The Squeeze Burger with Cheese: The famous 1/3 lb. 100% Beef Burger with all the fixins. Mayo, Mustard, Tomato, Lettuce, Pickles, Onions on a Sesame Seed Bun With a “Skirt” of Cheese (1/3 pound of cheese)

Americans have been adding cheese to their burgers since the mid-1920s though, as with the hamburger itself, culinary historians can’t seem to agree as to when the molten marriage of cheese and beef patty first happened.  Most credit Lionel Sternberger with having “invented” the cheeseburger while working as a fry cook at his father’s Pasadena, California sandwich shop.  Legend has it that Sternberger experimentally dropped a slab of American cheese on a sizzling hamburger.  The rest, as the proverbial “they” say, is history.

Though the “inventor” of the cheeseburger is much in dispute, there is absolutely no disputing its impact on the American culture.  Wall Street Journal writer Raymond Sokolove called the cheeseburger “America’s contribution to world cuisine.  Does it stand to reason, therefore, that the more cheese you add to a cheeseburger, the better and more delicious the end-product will be?  The Squeeze Inn in the Sacramento, California area seems to think so.

For many people in the Sacramento area, the Squeeze Inn offers the cheeseburger in paradise.  That’s been validated in their having voted it the “best burger” winner from 2007 through 2010.  The original Squeeze Inn, a Lilliputian burger joint has also been voted “best dive” in Sacramento five years running.  It’s called the Squeeze Inn because of the original restaurant’s size; you literally got squeezed in to get your food.  The original was so small –only twelve bars tools–that customers would line up literally around the block to get in its doors then wait for hours to eat.  It would have to be a cheeseburger in paradise to inspire such loyalty.

French fries

In 2009, Sacramento area resident and Food Network luminary Guy Fieri introduced The Squeeze Inn to the rest of the world on his Diners, Drive-Ins and Dives program.  The effusive Fieri also included the burger on the second book he wrote about his “Triple D” program.  In an episode of the Jay Leno Show, the host asked Fieri who serves the best hamburger in America.  Without hesitation, Fieri mentioned the Squeeze Inn in Sacramento.

What makes the Squeeze Inn’s “squeeze with cheese burger” unique and famous is the way it’s prepared.  It starts with a third-pound of 100-percent beef topped with mayo, mustard, tomato lettuce, pickles, cheese and onions served on a sesame seed bun, pretty traditional stuff.  A crispy “cheese skirt” is created after the beef patty is cooked on a flat top grill.  The skirt is created when an entire third-pound of cheese and the top bun are placed atop the patty.  The cook then throws a handful of ice chips on the flat top and covers the burger with a “hood” to create a steamy effect.  The result is a rectangular, crispy cheese skirt which extends about an inch beyond the burger on all sides.

That’s one-third pound of beef and one-third pound of cheese plus high-quality, fresh ingredients.  What’s not to like?  As Fieri might say, “it’s a California thing.”  While I found the burger interesting and unique, it wasn’t necessarily memorable by virtue of its flavor profile alone.  Though I cherish cheese, the fried cheese skirt itself can be a bit off-putting–both texturally and in terms of flavor.  Sure, it’s crispy and maybe by itself would be a nice snack, but it makes the burger difficult to eat (the cheese becomes a bit “rubbery”) and actually detracts from the flavor of the beef.  This is one marriage of beef and cheese I didn’t like much, but there are thousands of Sacramento area residents who say otherwise.

Nick Sardo, Bruce “Sr.

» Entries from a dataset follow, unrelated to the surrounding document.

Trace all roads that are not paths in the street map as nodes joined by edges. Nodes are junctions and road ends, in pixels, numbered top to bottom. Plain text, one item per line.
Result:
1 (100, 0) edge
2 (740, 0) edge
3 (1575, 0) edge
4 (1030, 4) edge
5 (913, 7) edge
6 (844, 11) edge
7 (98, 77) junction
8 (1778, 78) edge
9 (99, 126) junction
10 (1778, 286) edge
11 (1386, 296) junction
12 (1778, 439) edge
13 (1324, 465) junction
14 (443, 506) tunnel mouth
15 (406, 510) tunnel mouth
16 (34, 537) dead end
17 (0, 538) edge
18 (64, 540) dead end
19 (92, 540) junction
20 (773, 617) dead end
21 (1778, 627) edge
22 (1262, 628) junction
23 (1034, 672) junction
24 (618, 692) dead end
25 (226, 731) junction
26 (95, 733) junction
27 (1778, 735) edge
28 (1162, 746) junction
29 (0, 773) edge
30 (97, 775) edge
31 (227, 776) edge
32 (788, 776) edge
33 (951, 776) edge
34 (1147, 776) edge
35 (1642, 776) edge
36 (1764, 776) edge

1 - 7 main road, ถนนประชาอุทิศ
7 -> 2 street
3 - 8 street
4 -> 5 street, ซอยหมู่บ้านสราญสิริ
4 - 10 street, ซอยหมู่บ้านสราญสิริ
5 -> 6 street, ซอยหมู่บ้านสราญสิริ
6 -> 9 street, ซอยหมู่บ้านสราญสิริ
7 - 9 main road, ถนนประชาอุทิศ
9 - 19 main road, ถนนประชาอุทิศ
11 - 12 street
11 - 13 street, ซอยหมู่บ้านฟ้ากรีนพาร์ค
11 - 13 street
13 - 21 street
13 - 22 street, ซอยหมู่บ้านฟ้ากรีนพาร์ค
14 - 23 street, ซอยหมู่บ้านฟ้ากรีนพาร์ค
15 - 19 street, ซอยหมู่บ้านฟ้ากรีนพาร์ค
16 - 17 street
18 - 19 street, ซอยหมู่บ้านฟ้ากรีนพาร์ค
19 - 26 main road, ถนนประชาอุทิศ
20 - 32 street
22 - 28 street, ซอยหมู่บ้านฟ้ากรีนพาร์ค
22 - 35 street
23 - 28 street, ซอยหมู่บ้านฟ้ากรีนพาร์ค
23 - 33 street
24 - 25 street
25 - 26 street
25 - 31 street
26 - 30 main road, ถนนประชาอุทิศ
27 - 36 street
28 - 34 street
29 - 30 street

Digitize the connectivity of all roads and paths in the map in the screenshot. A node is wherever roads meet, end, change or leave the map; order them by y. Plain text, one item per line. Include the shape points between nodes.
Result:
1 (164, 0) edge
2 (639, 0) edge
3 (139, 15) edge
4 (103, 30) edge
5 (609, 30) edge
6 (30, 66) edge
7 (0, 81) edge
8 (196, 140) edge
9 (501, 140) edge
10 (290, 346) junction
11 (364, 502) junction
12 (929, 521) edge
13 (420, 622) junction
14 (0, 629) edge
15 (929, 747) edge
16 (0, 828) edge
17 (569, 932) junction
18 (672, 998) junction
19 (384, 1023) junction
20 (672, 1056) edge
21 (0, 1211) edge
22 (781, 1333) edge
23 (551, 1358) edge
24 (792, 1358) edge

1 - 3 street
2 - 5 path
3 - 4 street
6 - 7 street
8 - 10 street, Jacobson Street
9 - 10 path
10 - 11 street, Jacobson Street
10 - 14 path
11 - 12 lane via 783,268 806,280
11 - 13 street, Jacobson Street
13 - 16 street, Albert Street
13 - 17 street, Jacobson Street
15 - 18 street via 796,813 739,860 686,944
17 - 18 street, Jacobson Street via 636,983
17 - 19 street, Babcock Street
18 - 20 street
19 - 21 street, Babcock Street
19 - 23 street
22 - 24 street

Plata” Silver and Jesse Housholder enjoy the Squeeze Inn’s cheesy burger

The Squeeze Inn prepares everything to order and to your exacting specifications.  In addition to their famous “squeeze with cheese,” the restaurant serves other menu items including tacos, hot dogs, sandwiches and more.  Even a vegetarian burger is available for non-carnivores.

The Squeeze Inn is certainly not everybody’s version of a cheeseburger in paradise, but from an experiential point of view, it’s one of those legendary restaurants you’ve got to try just to say you’ve  been there and done that.  You may even like it more than I did….and who knows, had the squeeze with cheese had some New Mexico green chile, it might have been closer to being a cheeseburger in paradise for me, too.

The Squeeze Inn
106 North Sunrise Avenue
Roseville, California
(916) 783-2874
LATEST VISIT: 14 June 2010
COST: $$
BEST BET: French Fries, Squeeze with Cheese

Chuck’s Restaurant – Placerville, California

Chuck's Restaurant in Placerville, California

In 2009, James Beard Award-winning food journalists Jane and Michael Stern published a terrific tome entitled 500 Things to Eat Before It’s Too Late. Despite the ominous (some might say fatalistic) name, the book is actually a celebration of the best dishes that are unique to this country. The Sterns, who have been focusing on quirky All-American food haunts since 1977, describe in delicious detail, the best dishes proffered at roadside stands, cafes, street carts throughout the fruited plain.  It’s a marvelous tribute to those dishes that are uniquely American.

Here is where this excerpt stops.